**WORK TASK**. Identify all lines of the data containing the string "Aurora" and copy them.

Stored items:
*** Block opens ***

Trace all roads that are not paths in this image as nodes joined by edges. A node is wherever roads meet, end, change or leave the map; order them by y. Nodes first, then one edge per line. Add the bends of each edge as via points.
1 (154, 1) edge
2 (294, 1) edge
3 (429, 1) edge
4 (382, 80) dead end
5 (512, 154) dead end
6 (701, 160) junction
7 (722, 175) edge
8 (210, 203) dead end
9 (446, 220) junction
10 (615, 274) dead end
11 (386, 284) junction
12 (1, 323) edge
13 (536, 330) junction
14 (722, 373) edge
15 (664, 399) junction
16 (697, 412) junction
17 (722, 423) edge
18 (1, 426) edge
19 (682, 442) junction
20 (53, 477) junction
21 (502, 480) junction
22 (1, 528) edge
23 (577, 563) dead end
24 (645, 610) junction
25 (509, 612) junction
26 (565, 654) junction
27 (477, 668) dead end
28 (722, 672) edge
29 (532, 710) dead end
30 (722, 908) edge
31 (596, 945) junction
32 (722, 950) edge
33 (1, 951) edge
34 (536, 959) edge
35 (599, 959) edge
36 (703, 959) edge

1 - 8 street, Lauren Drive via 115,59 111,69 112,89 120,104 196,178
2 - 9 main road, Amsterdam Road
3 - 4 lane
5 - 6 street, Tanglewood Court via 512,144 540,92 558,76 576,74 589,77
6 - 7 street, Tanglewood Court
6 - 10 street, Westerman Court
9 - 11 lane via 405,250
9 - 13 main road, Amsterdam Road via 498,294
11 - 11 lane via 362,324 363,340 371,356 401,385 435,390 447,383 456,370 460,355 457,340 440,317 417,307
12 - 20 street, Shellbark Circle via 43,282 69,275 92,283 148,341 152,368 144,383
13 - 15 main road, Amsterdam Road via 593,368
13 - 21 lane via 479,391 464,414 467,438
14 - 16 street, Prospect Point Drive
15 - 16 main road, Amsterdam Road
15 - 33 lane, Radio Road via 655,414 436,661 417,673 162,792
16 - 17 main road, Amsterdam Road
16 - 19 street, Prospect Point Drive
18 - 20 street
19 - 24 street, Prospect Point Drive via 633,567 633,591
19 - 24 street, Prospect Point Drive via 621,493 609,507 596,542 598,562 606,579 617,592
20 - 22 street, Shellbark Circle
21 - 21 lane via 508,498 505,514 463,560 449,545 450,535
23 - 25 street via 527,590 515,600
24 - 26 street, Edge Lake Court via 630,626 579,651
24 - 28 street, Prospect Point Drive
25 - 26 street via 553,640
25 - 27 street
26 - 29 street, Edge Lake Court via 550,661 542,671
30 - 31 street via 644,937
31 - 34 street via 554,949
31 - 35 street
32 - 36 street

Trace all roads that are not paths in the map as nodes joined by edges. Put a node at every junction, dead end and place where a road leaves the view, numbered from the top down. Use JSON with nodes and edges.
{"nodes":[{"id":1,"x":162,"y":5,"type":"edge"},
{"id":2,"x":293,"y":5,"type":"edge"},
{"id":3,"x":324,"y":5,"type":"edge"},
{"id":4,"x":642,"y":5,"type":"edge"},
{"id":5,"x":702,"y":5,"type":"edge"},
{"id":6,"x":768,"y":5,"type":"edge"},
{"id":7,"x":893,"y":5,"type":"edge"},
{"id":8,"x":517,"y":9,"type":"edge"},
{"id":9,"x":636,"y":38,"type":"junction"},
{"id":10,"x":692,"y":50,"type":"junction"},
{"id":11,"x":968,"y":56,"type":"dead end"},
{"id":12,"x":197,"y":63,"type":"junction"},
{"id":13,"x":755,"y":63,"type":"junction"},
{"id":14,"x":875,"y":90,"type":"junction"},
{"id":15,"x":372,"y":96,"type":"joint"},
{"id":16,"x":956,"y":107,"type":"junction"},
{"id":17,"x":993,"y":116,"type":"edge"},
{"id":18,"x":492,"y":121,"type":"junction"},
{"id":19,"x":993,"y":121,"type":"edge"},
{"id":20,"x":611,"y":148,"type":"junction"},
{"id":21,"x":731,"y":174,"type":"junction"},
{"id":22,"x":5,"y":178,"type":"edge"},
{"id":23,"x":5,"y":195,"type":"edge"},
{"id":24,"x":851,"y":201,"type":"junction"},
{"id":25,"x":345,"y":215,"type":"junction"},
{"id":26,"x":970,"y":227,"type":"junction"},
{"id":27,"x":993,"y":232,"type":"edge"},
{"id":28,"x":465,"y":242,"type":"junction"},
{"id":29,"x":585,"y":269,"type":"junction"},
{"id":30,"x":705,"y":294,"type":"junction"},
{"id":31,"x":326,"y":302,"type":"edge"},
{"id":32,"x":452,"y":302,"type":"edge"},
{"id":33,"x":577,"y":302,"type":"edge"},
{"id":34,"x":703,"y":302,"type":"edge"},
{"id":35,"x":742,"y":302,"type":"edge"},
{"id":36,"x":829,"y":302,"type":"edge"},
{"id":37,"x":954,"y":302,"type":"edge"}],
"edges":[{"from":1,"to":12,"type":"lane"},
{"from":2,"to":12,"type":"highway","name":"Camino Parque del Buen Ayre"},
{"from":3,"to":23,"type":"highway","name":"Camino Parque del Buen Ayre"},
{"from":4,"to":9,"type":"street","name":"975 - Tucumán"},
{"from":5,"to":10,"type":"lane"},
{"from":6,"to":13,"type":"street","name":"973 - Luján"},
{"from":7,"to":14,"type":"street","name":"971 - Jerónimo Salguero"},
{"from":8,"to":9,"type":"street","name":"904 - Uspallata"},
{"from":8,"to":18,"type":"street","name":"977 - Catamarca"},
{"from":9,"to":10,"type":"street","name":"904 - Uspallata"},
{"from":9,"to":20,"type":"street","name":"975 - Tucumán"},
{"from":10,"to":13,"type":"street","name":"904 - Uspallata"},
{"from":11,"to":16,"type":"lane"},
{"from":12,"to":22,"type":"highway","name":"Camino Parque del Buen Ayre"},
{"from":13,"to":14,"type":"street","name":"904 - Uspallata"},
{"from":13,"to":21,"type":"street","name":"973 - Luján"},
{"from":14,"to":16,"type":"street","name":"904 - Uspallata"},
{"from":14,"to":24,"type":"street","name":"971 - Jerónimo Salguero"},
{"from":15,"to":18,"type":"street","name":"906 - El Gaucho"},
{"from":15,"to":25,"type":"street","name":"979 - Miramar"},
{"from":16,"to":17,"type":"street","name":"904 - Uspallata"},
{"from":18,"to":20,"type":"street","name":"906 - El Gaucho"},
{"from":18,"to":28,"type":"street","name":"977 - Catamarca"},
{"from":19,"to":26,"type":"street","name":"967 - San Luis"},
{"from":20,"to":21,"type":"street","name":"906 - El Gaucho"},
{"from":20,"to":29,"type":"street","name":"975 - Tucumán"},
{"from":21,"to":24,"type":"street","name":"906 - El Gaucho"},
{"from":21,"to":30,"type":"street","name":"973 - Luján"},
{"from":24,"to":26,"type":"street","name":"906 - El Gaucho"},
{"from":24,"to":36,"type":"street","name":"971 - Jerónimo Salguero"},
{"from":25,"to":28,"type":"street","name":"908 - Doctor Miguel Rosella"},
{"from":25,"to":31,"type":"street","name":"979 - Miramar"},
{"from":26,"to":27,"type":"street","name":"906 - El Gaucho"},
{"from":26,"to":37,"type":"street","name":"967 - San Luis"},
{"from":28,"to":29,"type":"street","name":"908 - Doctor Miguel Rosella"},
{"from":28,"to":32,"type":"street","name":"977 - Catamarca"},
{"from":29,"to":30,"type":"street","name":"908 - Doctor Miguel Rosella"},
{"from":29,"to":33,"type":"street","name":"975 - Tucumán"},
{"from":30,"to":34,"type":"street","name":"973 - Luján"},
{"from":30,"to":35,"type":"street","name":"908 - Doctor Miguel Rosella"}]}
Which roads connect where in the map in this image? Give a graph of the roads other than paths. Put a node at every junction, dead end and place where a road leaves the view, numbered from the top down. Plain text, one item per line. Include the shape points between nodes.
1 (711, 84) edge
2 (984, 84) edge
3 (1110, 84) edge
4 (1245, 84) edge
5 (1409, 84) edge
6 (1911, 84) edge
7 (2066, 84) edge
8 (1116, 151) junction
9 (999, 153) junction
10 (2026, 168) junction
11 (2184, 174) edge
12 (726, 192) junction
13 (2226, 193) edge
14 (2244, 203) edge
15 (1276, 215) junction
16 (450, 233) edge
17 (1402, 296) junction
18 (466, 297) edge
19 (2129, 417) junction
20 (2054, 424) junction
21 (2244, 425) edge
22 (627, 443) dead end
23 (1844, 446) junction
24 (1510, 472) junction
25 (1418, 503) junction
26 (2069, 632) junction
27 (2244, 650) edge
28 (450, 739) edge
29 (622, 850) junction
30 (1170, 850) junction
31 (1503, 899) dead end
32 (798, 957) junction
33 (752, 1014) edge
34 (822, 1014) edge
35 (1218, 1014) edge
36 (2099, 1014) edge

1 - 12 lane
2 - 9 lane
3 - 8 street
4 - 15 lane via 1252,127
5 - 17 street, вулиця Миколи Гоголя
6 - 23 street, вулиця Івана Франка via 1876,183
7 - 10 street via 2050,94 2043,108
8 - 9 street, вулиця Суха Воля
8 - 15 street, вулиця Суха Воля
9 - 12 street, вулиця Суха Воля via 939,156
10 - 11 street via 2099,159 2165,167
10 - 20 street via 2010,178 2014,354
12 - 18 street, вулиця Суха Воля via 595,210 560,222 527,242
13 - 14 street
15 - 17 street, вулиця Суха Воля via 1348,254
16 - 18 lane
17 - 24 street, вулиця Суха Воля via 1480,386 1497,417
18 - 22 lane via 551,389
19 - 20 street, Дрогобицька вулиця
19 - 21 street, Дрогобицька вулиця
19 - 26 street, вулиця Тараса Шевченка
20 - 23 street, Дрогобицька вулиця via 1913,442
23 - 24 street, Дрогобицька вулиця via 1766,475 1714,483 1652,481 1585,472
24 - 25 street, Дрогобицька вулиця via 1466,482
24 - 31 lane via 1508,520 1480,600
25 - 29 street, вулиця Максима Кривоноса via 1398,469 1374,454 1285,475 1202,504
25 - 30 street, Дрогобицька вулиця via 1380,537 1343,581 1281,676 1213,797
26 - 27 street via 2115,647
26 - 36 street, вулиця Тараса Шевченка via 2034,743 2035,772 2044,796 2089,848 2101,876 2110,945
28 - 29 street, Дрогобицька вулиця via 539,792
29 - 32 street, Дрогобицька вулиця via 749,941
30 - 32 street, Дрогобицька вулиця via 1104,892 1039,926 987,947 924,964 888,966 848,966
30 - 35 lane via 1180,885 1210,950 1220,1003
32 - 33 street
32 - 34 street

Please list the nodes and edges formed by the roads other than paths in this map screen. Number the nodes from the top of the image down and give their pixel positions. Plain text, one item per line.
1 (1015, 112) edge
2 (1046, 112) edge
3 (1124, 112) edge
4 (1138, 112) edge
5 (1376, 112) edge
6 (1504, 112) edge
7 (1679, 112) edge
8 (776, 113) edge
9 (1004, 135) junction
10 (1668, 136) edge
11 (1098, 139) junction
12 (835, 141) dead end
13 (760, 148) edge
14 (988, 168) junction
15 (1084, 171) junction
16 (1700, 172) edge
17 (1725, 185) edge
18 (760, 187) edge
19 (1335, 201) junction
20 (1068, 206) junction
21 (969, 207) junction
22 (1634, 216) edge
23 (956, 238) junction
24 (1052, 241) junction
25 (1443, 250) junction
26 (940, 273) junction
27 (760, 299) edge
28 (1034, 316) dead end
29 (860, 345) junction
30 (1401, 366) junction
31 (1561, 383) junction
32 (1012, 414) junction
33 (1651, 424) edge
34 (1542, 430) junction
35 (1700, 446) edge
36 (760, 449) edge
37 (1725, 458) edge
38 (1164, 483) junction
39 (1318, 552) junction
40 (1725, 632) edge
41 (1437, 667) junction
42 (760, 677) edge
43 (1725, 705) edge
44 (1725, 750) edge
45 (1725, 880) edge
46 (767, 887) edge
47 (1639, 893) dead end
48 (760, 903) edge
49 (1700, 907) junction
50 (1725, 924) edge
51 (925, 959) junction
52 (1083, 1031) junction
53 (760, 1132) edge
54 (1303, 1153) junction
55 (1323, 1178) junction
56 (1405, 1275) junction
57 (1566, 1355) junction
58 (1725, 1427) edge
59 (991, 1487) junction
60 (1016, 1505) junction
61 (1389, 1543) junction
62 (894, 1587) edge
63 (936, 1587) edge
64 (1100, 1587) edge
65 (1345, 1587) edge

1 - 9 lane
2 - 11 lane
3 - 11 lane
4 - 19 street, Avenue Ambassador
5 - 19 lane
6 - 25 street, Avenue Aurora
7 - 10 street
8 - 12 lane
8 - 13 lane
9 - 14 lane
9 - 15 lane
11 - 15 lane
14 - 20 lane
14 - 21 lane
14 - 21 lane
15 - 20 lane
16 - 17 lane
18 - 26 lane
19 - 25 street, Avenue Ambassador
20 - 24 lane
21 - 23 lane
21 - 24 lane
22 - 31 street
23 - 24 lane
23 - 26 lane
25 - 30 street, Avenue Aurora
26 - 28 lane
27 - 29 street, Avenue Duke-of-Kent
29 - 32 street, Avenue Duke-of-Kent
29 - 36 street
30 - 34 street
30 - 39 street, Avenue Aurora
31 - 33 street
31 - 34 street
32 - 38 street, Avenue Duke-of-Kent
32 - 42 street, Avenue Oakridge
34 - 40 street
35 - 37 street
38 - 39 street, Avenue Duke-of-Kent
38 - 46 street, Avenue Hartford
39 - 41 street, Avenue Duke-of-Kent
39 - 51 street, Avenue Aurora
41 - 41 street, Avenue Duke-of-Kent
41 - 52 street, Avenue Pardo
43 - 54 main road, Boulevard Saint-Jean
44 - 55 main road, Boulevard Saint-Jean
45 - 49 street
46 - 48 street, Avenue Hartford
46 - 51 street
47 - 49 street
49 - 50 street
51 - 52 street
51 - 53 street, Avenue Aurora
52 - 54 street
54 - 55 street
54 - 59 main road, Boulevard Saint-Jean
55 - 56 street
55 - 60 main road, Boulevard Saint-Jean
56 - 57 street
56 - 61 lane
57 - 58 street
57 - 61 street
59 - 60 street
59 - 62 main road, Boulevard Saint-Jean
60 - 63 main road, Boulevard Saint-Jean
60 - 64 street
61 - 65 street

*** Block closes ***

**ANSWER BOX**.
6 - 25 street, Avenue Aurora
25 - 30 street, Avenue Aurora
30 - 39 street, Avenue Aurora
39 - 51 street, Avenue Aurora
51 - 53 street, Avenue Aurora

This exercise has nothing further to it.